Earning reports proved them right. Hermès, Prada and Moncler were the outliers in China, but for most, it was rough. Kering CFO Armelle Poulou cited a “huge drop in traffic in Asia Pacific”. “China is the worst area of difficulty for Gucci at the moment. And probably all the weaknesses of the brand are exacerbated in China. It’s true in terms of perception of the brand and also in terms of the necessity in raising the exclusivity of the distribution,” Poulou said.
Moncler pointed to the opportunity. Chinese customers strongly uphold functionality, one analyst noted during the Moncler call. The analyst asked whether Moncler Grenoble, the technical line rooted in the brand’s mountaineering heritage, is outperforming other lines for this exact reason. “We believe that the potential in China is very, very high for the reason you mentioned,” replied Luciano Santel, executive director and chief corporate and supply officer at Moncler Group.
Japan’s luxury boom
Most companies reported a revenue surge in Japan, boosted by wealthy Chinese travellers drawn by favourable exchange rates, as well as locals who shop at home to avoid the pinch of the weak yen abroad. LVMH’s revenue in Japan grew 32 per cent, Prada Group retail sales were up 46 per cent, Hermès 25 per cent, and Kering’s retail sales grew by 16 per cent. Even Gucci, the underperformer, was up 7 per cent in Japan in Q1.
“Japan is a bright spot for everyone, but part of the growth in Japan is linked to price increase to compensate for the yen weakness,” says HSBC’s Husson-Dumoutier. Moncler’s Santel said that, due to the deterioration of the local currency, some brands including Moncler increased prices to protect margins. “This is having some impact on local consumption but nevertheless, the Japanese cluster is still positive,” the executive said.
Growth in Japan could be more subdued if the currency exchange swings back. Still, HSBC predicts the country will lead the luxury sector’s 7 per cent global growth in 2024.
A long road ahead for Kering
After a sales warning on 19 March, which played out in its Q1 results, Kering announced it was bracing for slashed profits for the first half of the year.
The group’s houses are pursuing its elevation strategy while aspirational customers remain a drag: “In North America, the relative withdrawal of aspirational customers continued to weigh on Saint Laurent’s performance,” Kering’s Poulou said. The group noted a slight improvement on that front however. “We start to see slightly improving trends with younger customers compared to the recent quarter. Younger and aspirational isn’t always the same definition but there is a bit of improvement there,” Claire Roblet, Kering director of financial communications and market intelligence, told analysts.

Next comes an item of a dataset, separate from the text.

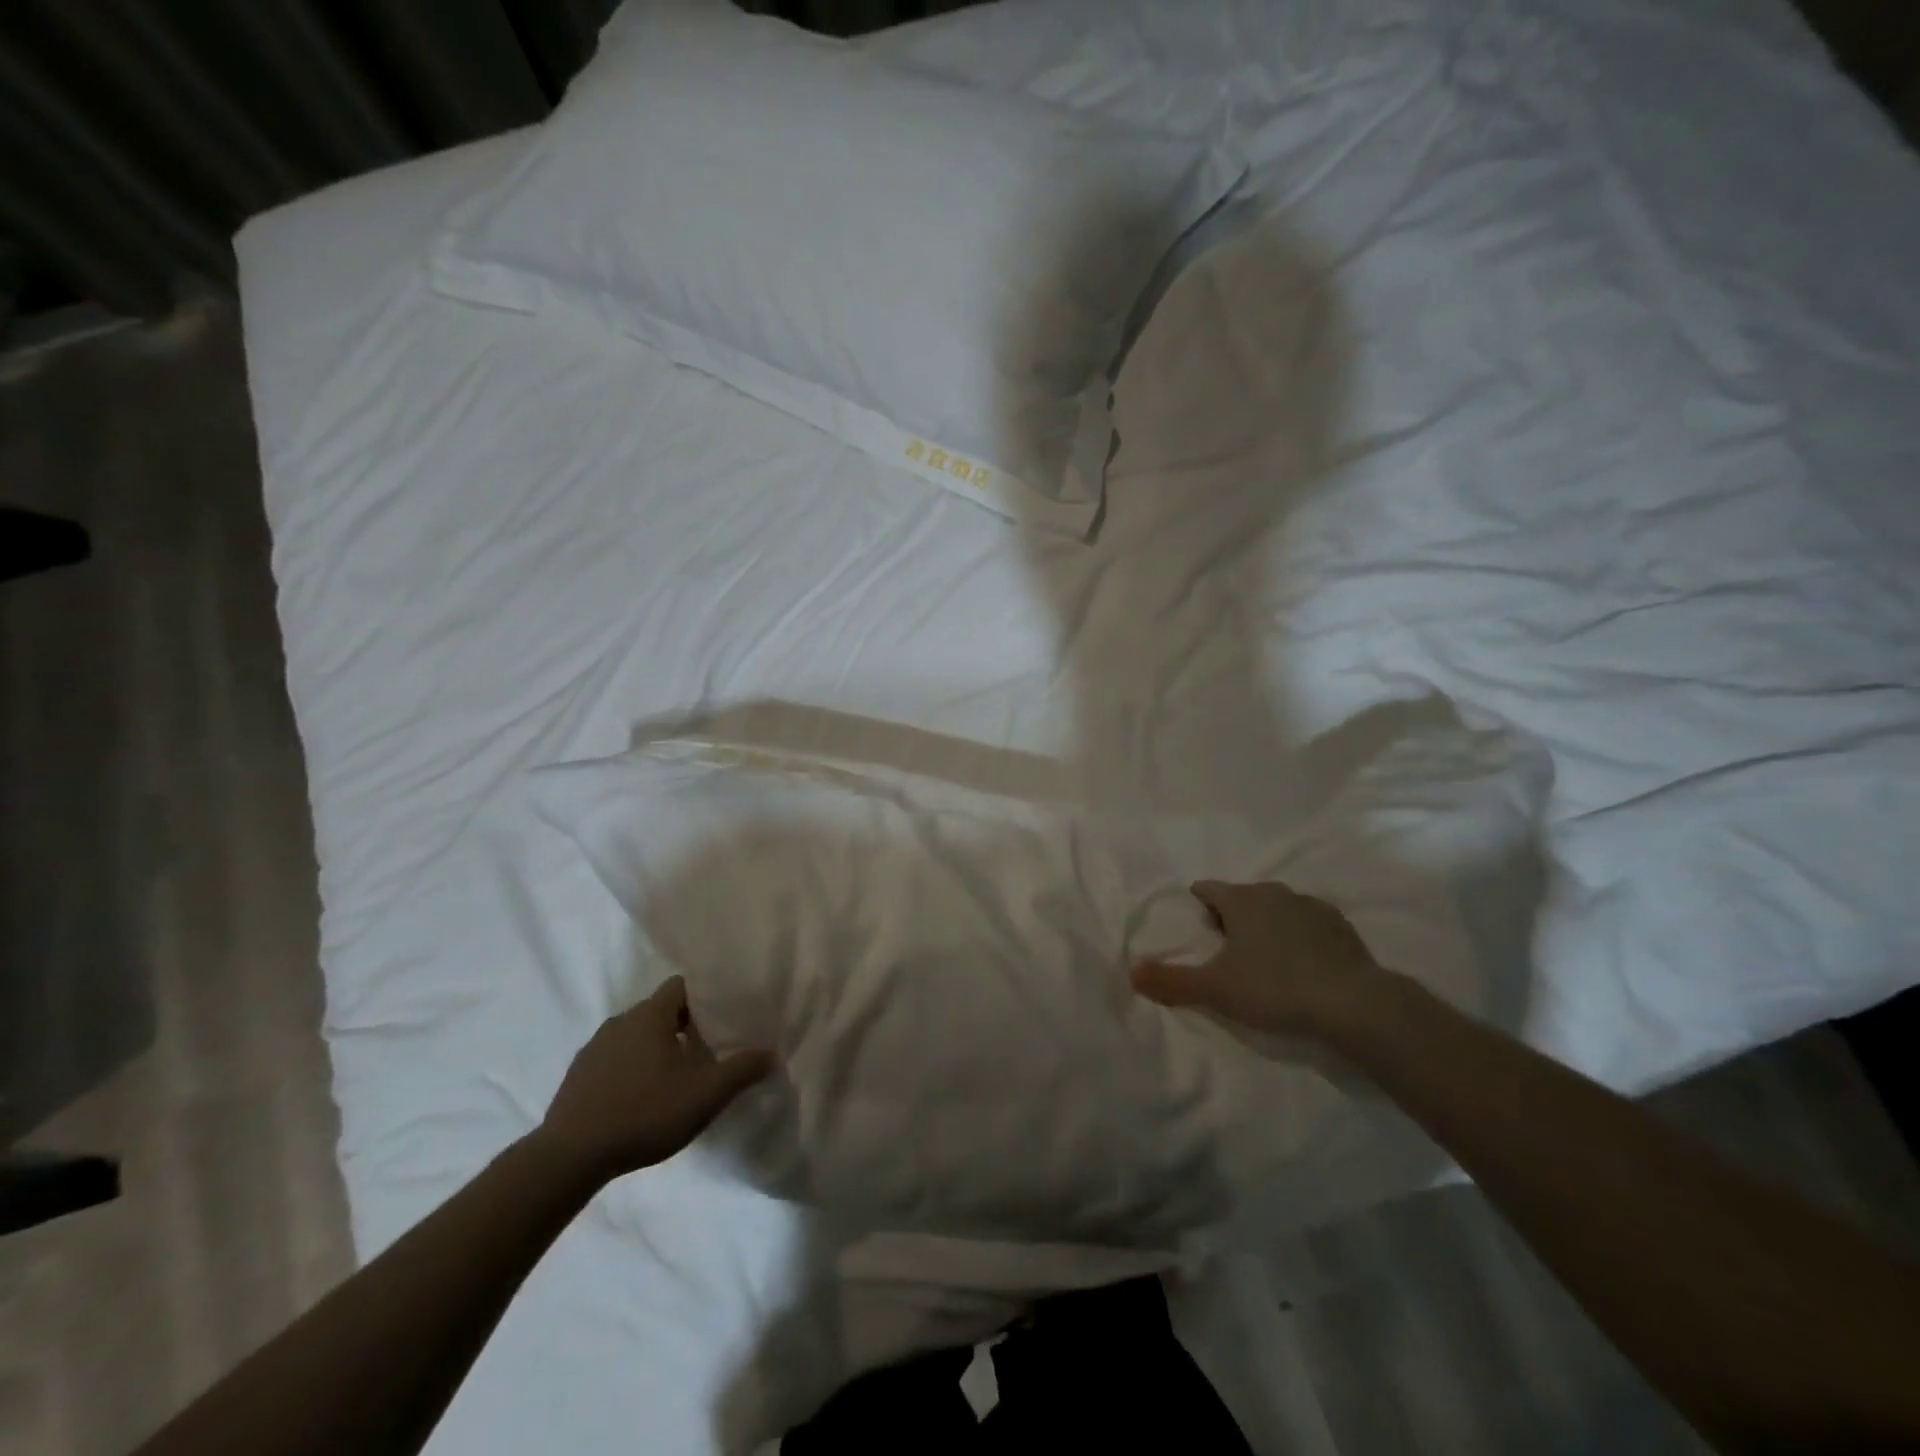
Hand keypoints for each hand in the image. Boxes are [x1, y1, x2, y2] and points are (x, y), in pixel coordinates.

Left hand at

“On a positive note, Bottega Veneta and ‘Other Houses’ (mainly Balenciaga) are showing clear signs of retail sales improvement following nearly a year of quarterly revenue pressures,” wrote Thomas Chauvet, head of luxury goods equity research at Citi. Bottega Veneta “did exceptionally well in North America”, driven by local clients, according to Kering; and Balenciaga “recovered up double digits on easy comps” in the region. (The Balenciaga ad scandal of November 2022 had a large impact on Q1 2023.)

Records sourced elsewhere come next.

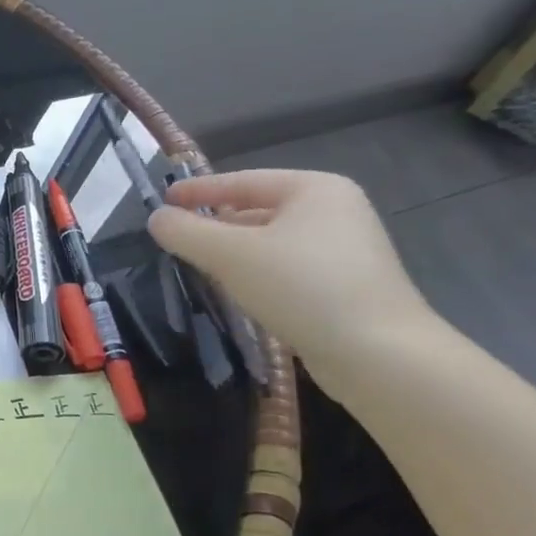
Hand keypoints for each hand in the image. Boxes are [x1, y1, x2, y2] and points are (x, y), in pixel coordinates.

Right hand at [146, 170, 434, 387]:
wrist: (379, 354)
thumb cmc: (302, 287)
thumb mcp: (230, 254)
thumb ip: (185, 231)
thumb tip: (156, 218)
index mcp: (314, 189)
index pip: (241, 181)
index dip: (198, 190)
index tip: (163, 200)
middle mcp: (335, 212)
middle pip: (257, 210)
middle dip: (215, 224)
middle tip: (175, 237)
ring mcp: (345, 250)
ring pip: (270, 242)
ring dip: (233, 252)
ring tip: (198, 265)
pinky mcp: (346, 286)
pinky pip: (286, 268)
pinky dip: (256, 273)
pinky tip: (236, 291)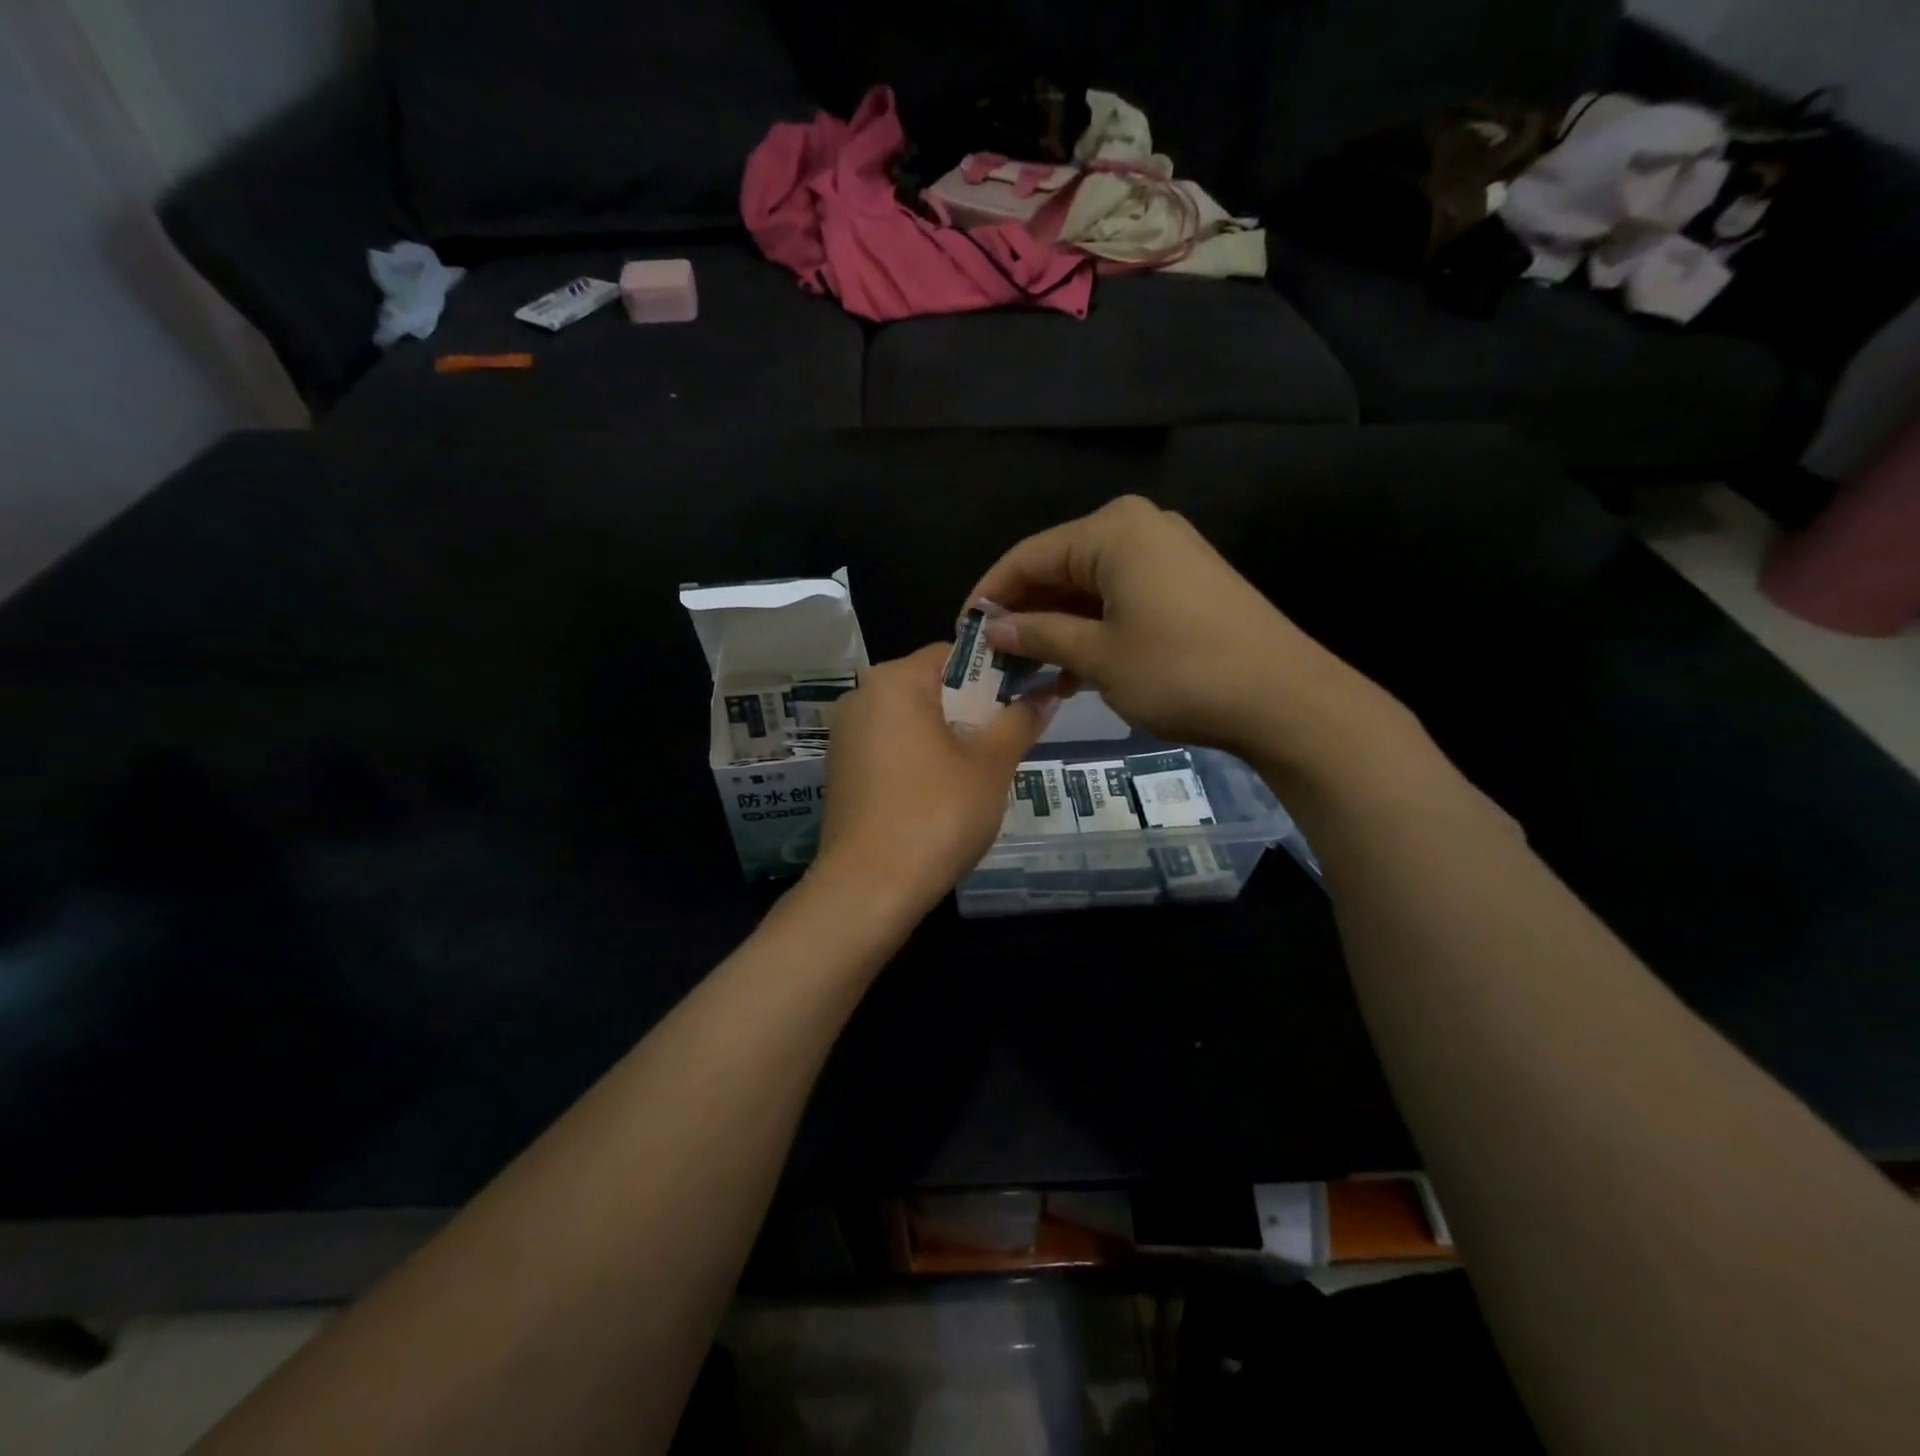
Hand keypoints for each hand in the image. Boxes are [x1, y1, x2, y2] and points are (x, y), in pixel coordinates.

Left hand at [811, 644, 1049, 915]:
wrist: (869, 888)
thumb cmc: (936, 814)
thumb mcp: (990, 765)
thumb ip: (1019, 721)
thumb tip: (1047, 694)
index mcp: (895, 681)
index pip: (954, 653)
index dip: (995, 671)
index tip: (1024, 697)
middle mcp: (861, 696)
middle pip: (929, 686)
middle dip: (971, 706)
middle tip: (1006, 738)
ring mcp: (845, 736)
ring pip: (909, 718)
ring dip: (946, 734)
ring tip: (979, 769)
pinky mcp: (841, 770)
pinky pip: (889, 746)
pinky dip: (918, 756)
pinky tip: (940, 791)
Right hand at [969, 495, 1403, 770]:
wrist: (1283, 698)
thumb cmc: (1179, 671)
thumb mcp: (1099, 656)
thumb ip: (1040, 635)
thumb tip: (992, 627)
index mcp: (1113, 531)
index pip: (1029, 555)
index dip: (991, 593)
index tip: (963, 631)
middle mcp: (1139, 529)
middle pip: (1060, 568)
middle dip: (1024, 613)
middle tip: (992, 656)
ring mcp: (1167, 555)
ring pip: (1089, 588)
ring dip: (1056, 627)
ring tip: (1024, 670)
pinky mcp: (1186, 584)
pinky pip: (1120, 599)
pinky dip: (1092, 630)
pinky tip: (1069, 670)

“I am determined to bring about improvements by the end of this year and 2025,” Kering chairman and CEO François-Henri Pinault told shareholders at the group’s annual general meeting.
Bracing for Q2
Despite their strong beats, Moncler and Hermès stocks slightly slipped as the markets reacted to executives’ comments on April trends. “Honestly, there are no regions that are performing particularly well or particularly badly. A region that is of particular attention for everyone is China and the Chinese cluster: the performance is still positive, but not as strong as the results we reported for the first quarter,” Moncler’s Santel said.
At Hermès, the management flagged a softer store traffic in Greater China in March. Solca pointed to “a couple of clouds” over Hermès. “The China footfall decline does raise the question whether the non-leather goods métiers, which are more exposed to the middle class, can keep up the pace,” he said. Chauvet agrees: “While leather goods volumes are capped at a 7 per cent growth per annum, risks of normalising growth in non-leather categories (particularly ready-to-wear, watches and jewellery, meaning around 40 per cent of sales combined) could materialise this year.”
According to HSBC estimates, sector growth will further decelerate to 1.5 per cent before returning to double-digit growth in Q3 and Q4. “The performance divide between top-of-mind brands and the others will continue to enlarge in the second quarter and rest of year,” says Mario Ortelli, managing partner at consultancy Ortelli Co.